Collected data:
Segment Open

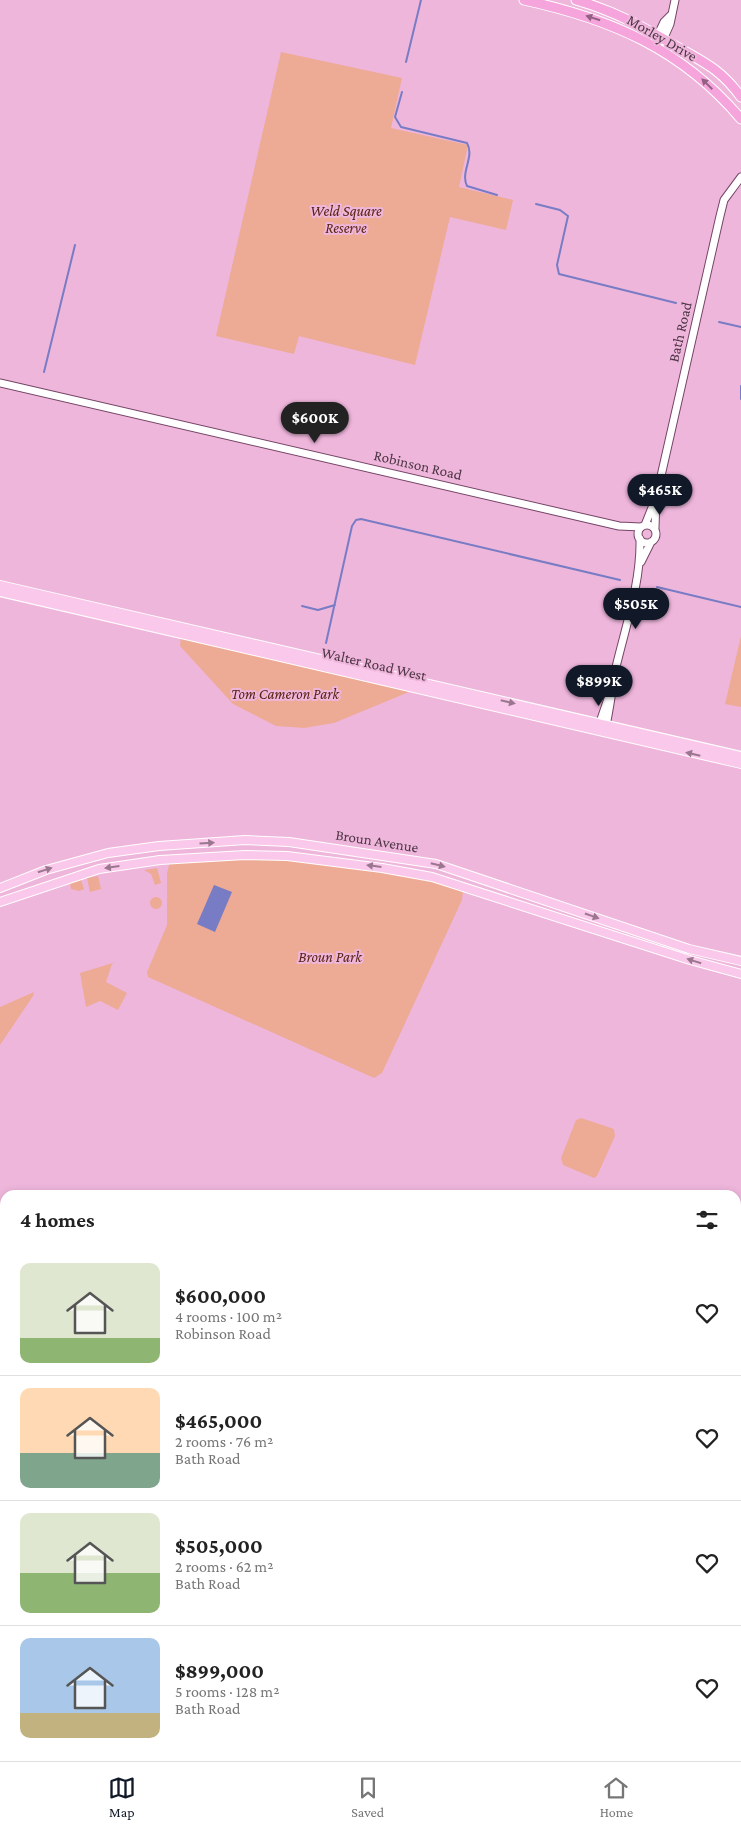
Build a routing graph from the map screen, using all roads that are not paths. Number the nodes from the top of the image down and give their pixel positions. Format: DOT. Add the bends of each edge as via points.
graph roads {
  1 [pos="524,0"];
  2 [pos="576,0"];
  3 [pos="675,0"];
  4 [pos="662,36"];
  5 [pos="656,47"];
  6 [pos="741,97"];
  7 [pos="741,119"];
  8 [pos="741,177"];
  9 [pos="0,382"];
  10 [pos="656,498"];
  11 [pos="643,526"];
  12 [pos="625,527"];
  13 [pos="655,528"];
  14 [pos="639,538"];
  15 [pos="651,542"];
  16 [pos="640,562"];
  17 [pos="0,585"];
  18 [pos="0,592"];
  19 [pos="603,724"];
  20 [pos="601,732"];
  21 [pos="741,756"];
  22 [pos="741,764"];
  23 [pos="0,888"];
  24 [pos="0,902"];
  25 [pos="740,961"];
  26 [pos="741,974"];
  5 -- 1 [label="highway, Morley Drive, one-way" via="604,22"];
  2 -- 4 [label="highway, Morley Drive" via="624,16"];
  3 -- 4 [label="street" via="672,13 664,22"];
  4 -- 5 [label="street"];
  4 -- 6 [label="highway, Morley Drive" via="719,71"];
  7 -- 5 [label="highway, Morley Drive, one-way" via="702,78"];
  8 -- 10 [label="street, Bath Road" via="724,200"];
  9 -- 12 [label="street, Robinson Road"];
  10 -- 11 [label="street, Bath Road"];
  10 -- 13 [label="street, Bath Road"];
  11 -- 12 [label="street, Robinson Road"];
  11 -- 13 [label="street, Robinson Road"];
  11 -- 14 [label="street"];
  12 -- 14 [label="street, Robinson Road"];
  13 -- 15 [label="street" via="656,536"];
  14 -- 15 [label="street, Robinson Road"];
  14 -- 16 [label="street"];
  15 -- 16 [label="street"];
  16 -- 19 [label="street"];
  17 -- 19 [label="main road, Walter Road West, one-way"];
  18 -- 20 [label="main road, Walter Road West"];
  19 -- 20 [label="street"];
  19 -- 21 [label="main road, Walter Road West"];
  22 -- 20 [label="main road, Walter Road West, one-way"];
  23 -- 25 [label="main road, Broun Avenue, one-way" via="46,870 108,854 158,846 245,840 289,842 436,864 688,949"];
  26 -- 24 [label="main road, Broun Avenue, one-way" via="432,876 287,856 169,859 99,869"];
}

Segment Closed

• **PROBLEM DESCRIPTION**:
Exclude every picture, then reproduce the remaining data character for character.

• **OUTPUT FOR THIS EXERCISE**:
Build a routing graph from the map screen, using all roads that are not paths. Number the nodes from the top of the image down and give their pixel positions. Format: DOT. Add the bends of each edge as via points.
graph roads {
  1 [pos="524,0"];
  2 [pos="576,0"];
  3 [pos="675,0"];
  4 [pos="662,36"];
  5 [pos="656,47"];
  6 [pos="741,97"];
  7 [pos="741,119"];
  8 [pos="741,177"];
  9 [pos="0,382"];
  10 [pos="656,498"];
  11 [pos="643,526"];
  12 [pos="625,527"];
  13 [pos="655,528"];
  14 [pos="639,538"];
  15 [pos="651,542"];
  16 [pos="640,562"];
  17 [pos="0,585"];
  18 [pos="0,592"];
  19 [pos="603,724"];
  20 [pos="601,732"];
  21 [pos="741,756"];
  22 [pos="741,764"];
  23 [pos="0,888"];
  24 [pos="0,902"];
  25 [pos="740,961"];
  26 [pos="741,974"];
  5 -- 1 [label="highway, Morley Drive, one-way" via="604,22"];
  2 -- 4 [label="highway, Morley Drive" via="624,16"];
  3 -- 4 [label="street" via="672,13 664,22"];
  4 -- 5 [label="street"];
  4 -- 6 [label="highway, Morley Drive" via="719,71"];
  7 -- 5 [label="highway, Morley Drive, one-way" via="702,78"];
  8 -- 10 [label="street, Bath Road" via="724,200"];
  9 -- 12 [label="street, Robinson Road"];
  10 -- 11 [label="street, Bath Road"];
  10 -- 13 [label="street, Bath Road"];
  11 -- 12 [label="street, Robinson Road"];
  11 -- 13 [label="street, Robinson Road"];
  11 -- 14 [label="street"];
  12 -- 14 [label="street, Robinson Road"];
  13 -- 15 [label="street" via="656,536"];
  14 -- 15 [label="street, Robinson Road"];
  14 -- 16 [label="street"];
  15 -- 16 [label="street"];
  16 -- 19 [label="street"];
  17 -- 19 [label="main road, Walter Road West, one-way"];
  18 -- 20 [label="main road, Walter Road West"];
  19 -- 20 [label="street"];
  19 -- 21 [label="main road, Walter Road West"];
  22 -- 20 [label="main road, Walter Road West, one-way"];
  23 -- 25 [label="main road, Broun Avenue, one-way" via="46,870 108,854 158,846 245,840 289,842 436,864 688,949"];
  26 -- 24 [label="main road, Broun Avenue, one-way" via="432,876 287,856 169,859 99,869"];
}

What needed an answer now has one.